▶ [What the exercise asks]: How many lines in the records below contain the word "street"? Answer with the number and nothing else.
Input data START
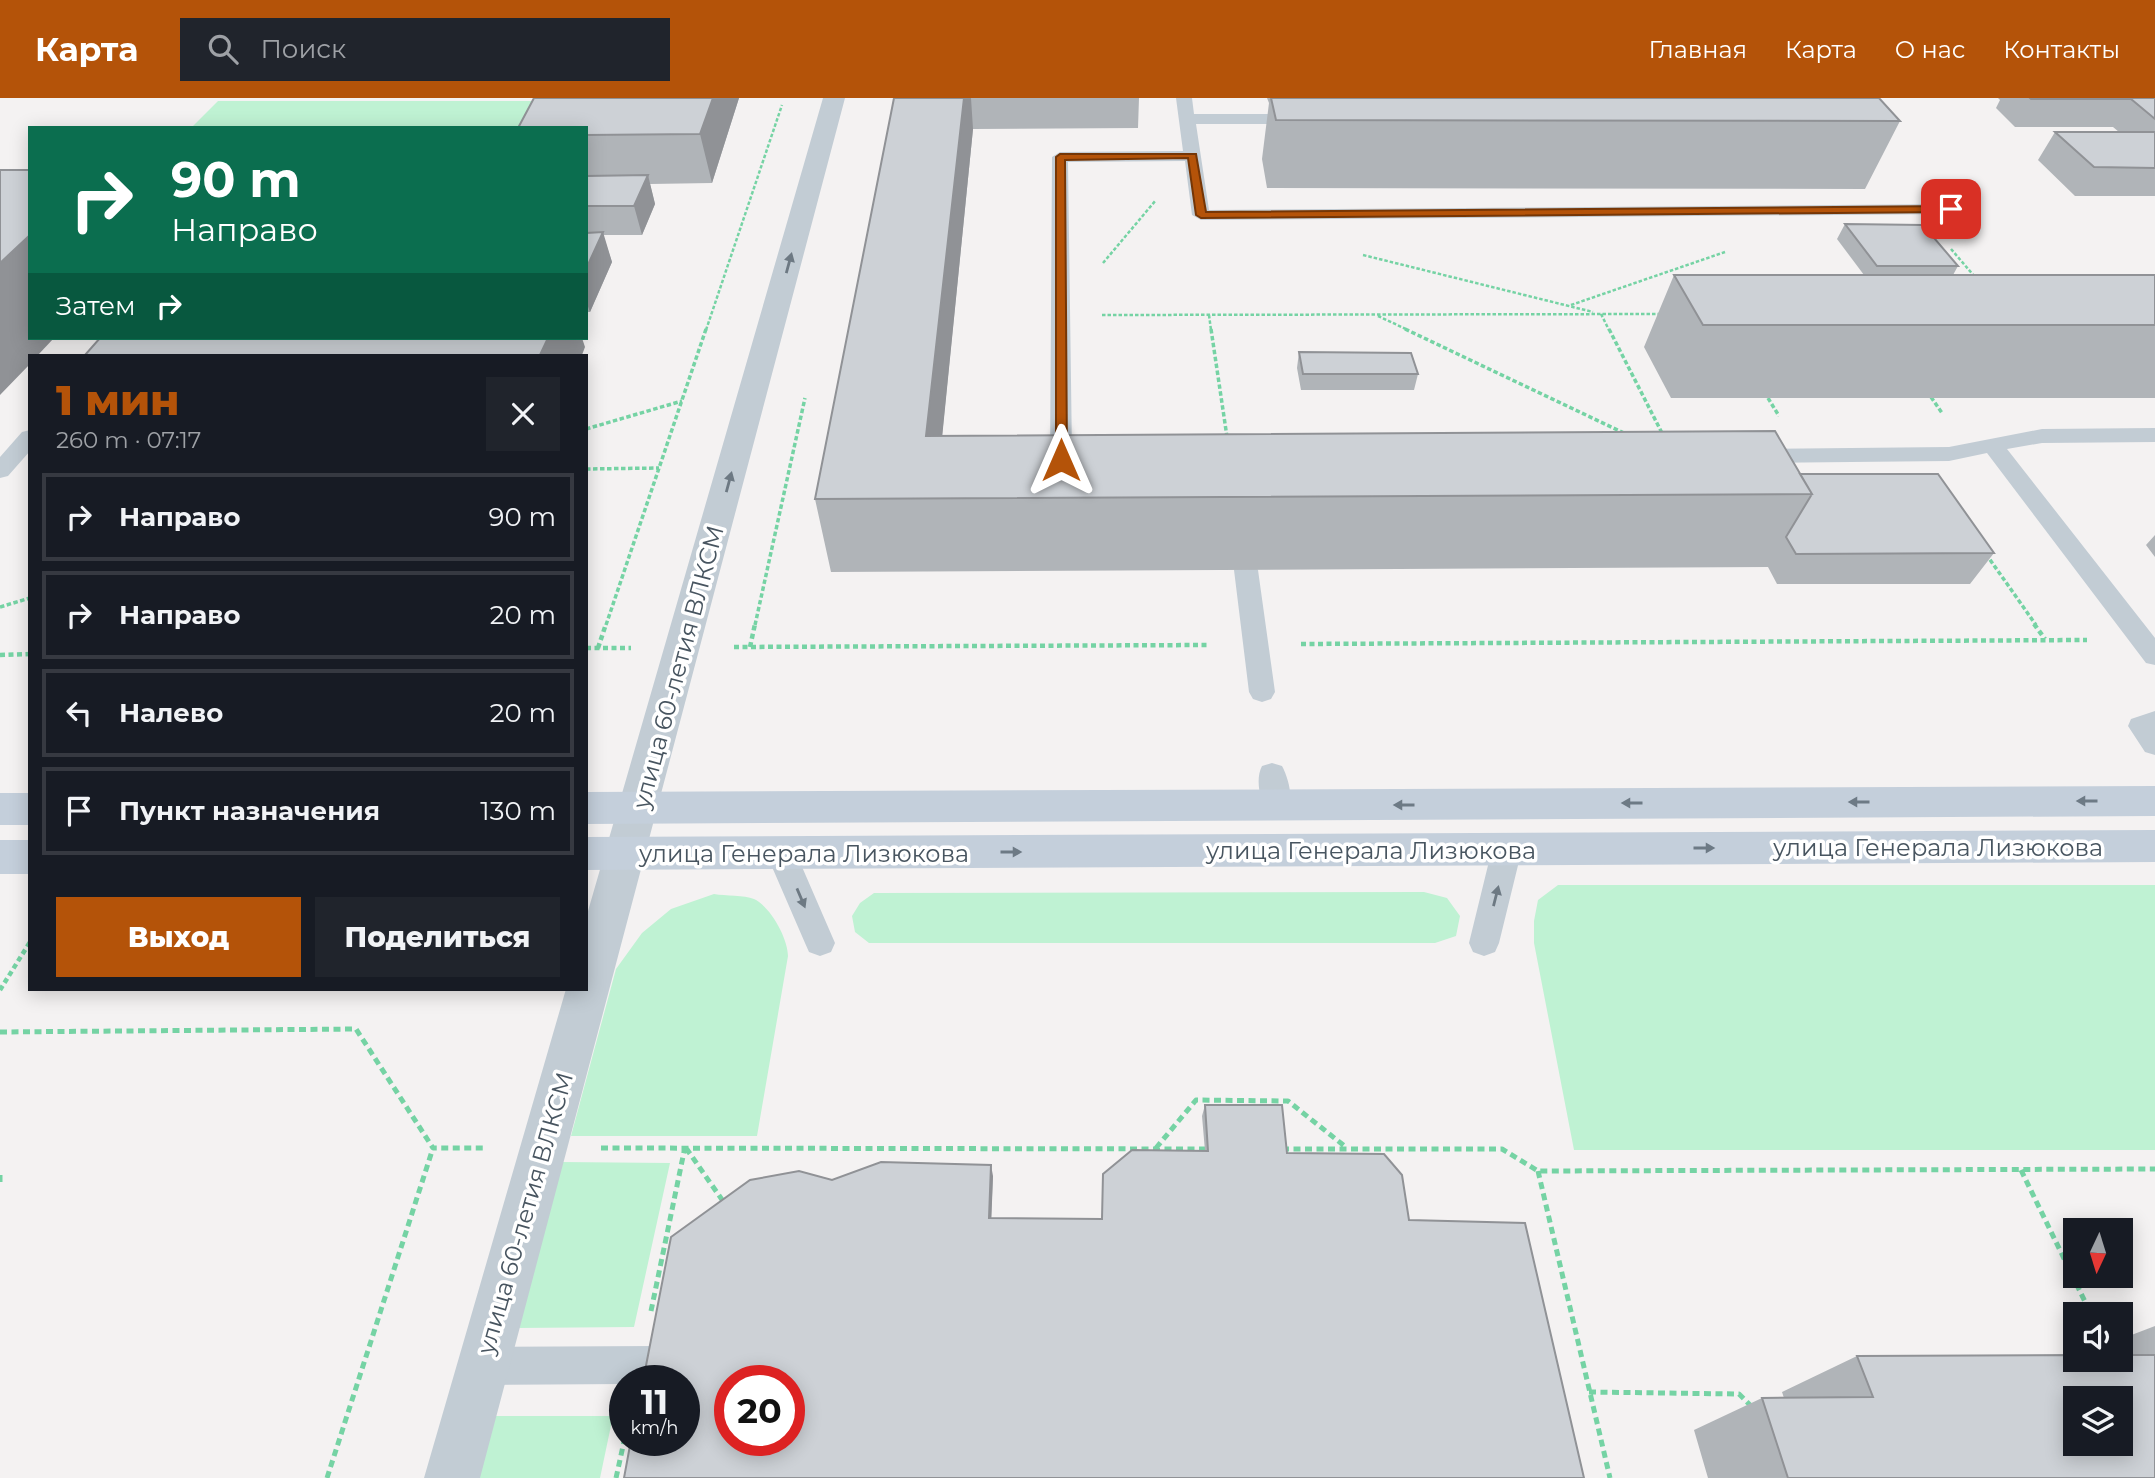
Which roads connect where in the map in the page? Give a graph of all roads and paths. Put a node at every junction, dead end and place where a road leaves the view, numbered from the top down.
1 (784, 98) edge
2 (834, 98) edge
3 (1184, 98) edge
4 (1187, 119) junction
5 (1321, 119) edge
6 (1192, 156) junction
7 (1951, 209) dead end
8 (1359, 254) dead end
9 (1060, 314) junction
10 (1374, 314) junction
11 (1601, 314) junction
12 (1667, 314) dead end
13 (1209, 315) junction
14 (682, 401) junction
15 (588, 428) edge
16 (2155, 435) edge
17 (28, 439) edge
18 (1636, 439) edge
19 (1228, 446) edge
20 (1993, 446) junction
21 (1674, 456) joint
22 (1089, 460) edge
23 (659, 468) junction
24 (588, 469) edge
25 (0, 471) edge
26 (1982, 548) edge
27 (1246, 570) dead end
28 (28, 599) edge
29 (0, 607) edge
30 (2045, 639) junction
31 (1256, 645) junction
32 (683, 647) junction
33 (588, 648) edge
34 (598, 648) junction
35 (2149, 648) edge
36 (28, 654) edge
37 (0, 655) edge
38 (1262, 692) dead end
39 (2155, 721) edge
40 (2155, 745) edge
41 (2155, 801) edge
42 (588, 808) edge
43 (639, 808) junction
44 (0, 809) edge
45 (28, 809) edge
46 (2155, 846) edge
47 (1507, 849) junction
48 (606, 853) edge
49 (781, 853) junction
50 (0, 857) edge
51 (28, 857) edge
52 (588, 939) edge
53 (820, 943) dead end
54 (1484, 943) dead end
55 (28, 945) edge
56 (0, 990) edge
57 (577, 991) edge
58 (0, 1032) edge
59 (1239, 1101) junction
60 (1240, 1108) edge
61 (685, 1147) junction
62 (433, 1148) junction
63 (544, 1148) junction
64 (1347, 1148) junction
65 (1155, 1149) junction
66 (1205, 1149) edge
67 (1281, 1149) edge
68 (2155, 1169) edge
69 (2021, 1170) junction
70 (1538, 1171) junction
71 (0, 1175) edge
72 (0, 1182) edge
73 (729, 1210) edge
74 (2085, 1302) edge
75 (609, 1365) edge
76 (648, 1365) edge
77 (483, 1366) junction
78 (1589, 1392) junction
79 (1756, 1412) dead end
80 (621, 1456) edge
81 (327, 1478) edge
82 (452, 1478) edge
83 (616, 1478) edge
84 (1610, 1478) edge

1 - 14 path
32 -> 2 street, улица 60-летия ВЛКСМ
3 - 4 lane
4 - 5 lane
4 - 6 lane
6 - 7 lane
6 - 9 path
6 - 9 lane
8 - 11 path
9 - 13 path
9 - 22 lane
10 - 11 path
10 - 13 path
10 - 18 path
11 - 12 path
11 - 21 path
13 - 19 path
14 - 15 path
14 - 23 path
16 - 20 lane
17 - 25 lane
20 - 21 lane
20 - 35 lane
23 - 24 path
23 - 34 path
26 - 30 path
27 - 31 lane
28 - 29 path
30 - 31 path
30 - 35 path
31 - 32 path
31 - 38 lane
32 - 34 path
32 - 43 street, улица 60-летия ВЛКСМ
33 - 34 path
36 - 37 path
39 - 40 lane
41 -> 43 main road, улица Генерала Лизюкова
42 - 43 main road, улица Генерала Лизюкова
43 - 48 street, улица 60-летия ВЛКСМ
44 - 45 main road
47 -> 46 main road, улица Генерала Лизюкова
49 -> 47 main road, улица Генерала Лизюкова
54 -> 47 lane
48 - 49 main road, улица Генерала Лизюкова
48 - 52 street, улица 60-летия ВЛКСМ
49 -> 53 lane
50 - 51 main road
55 - 56 path
57 - 63 street, улица 60-летия ВЛКСМ
58 - 62 path
59 - 60 path
59 - 64 path
59 - 65 path
61 - 63 path
61 - 65 path
61 - 73 path
61 - 76 path
62 - 63 path
62 - 81 path
63 - 77 street, улица 60-летия ВЛКСМ
64 - 67 path
64 - 70 path
65 - 66 path
68 - 69 path
69 - 70 path
69 - 74 path
70 - 78 path
71 - 72 path
75 - 77 lane
77 - 82 street, улица 60-летия ВЛКСМ
78 - 79 path
78 - 84 path
80 - 83 path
Input data END
▶ [Reply to the task]: 7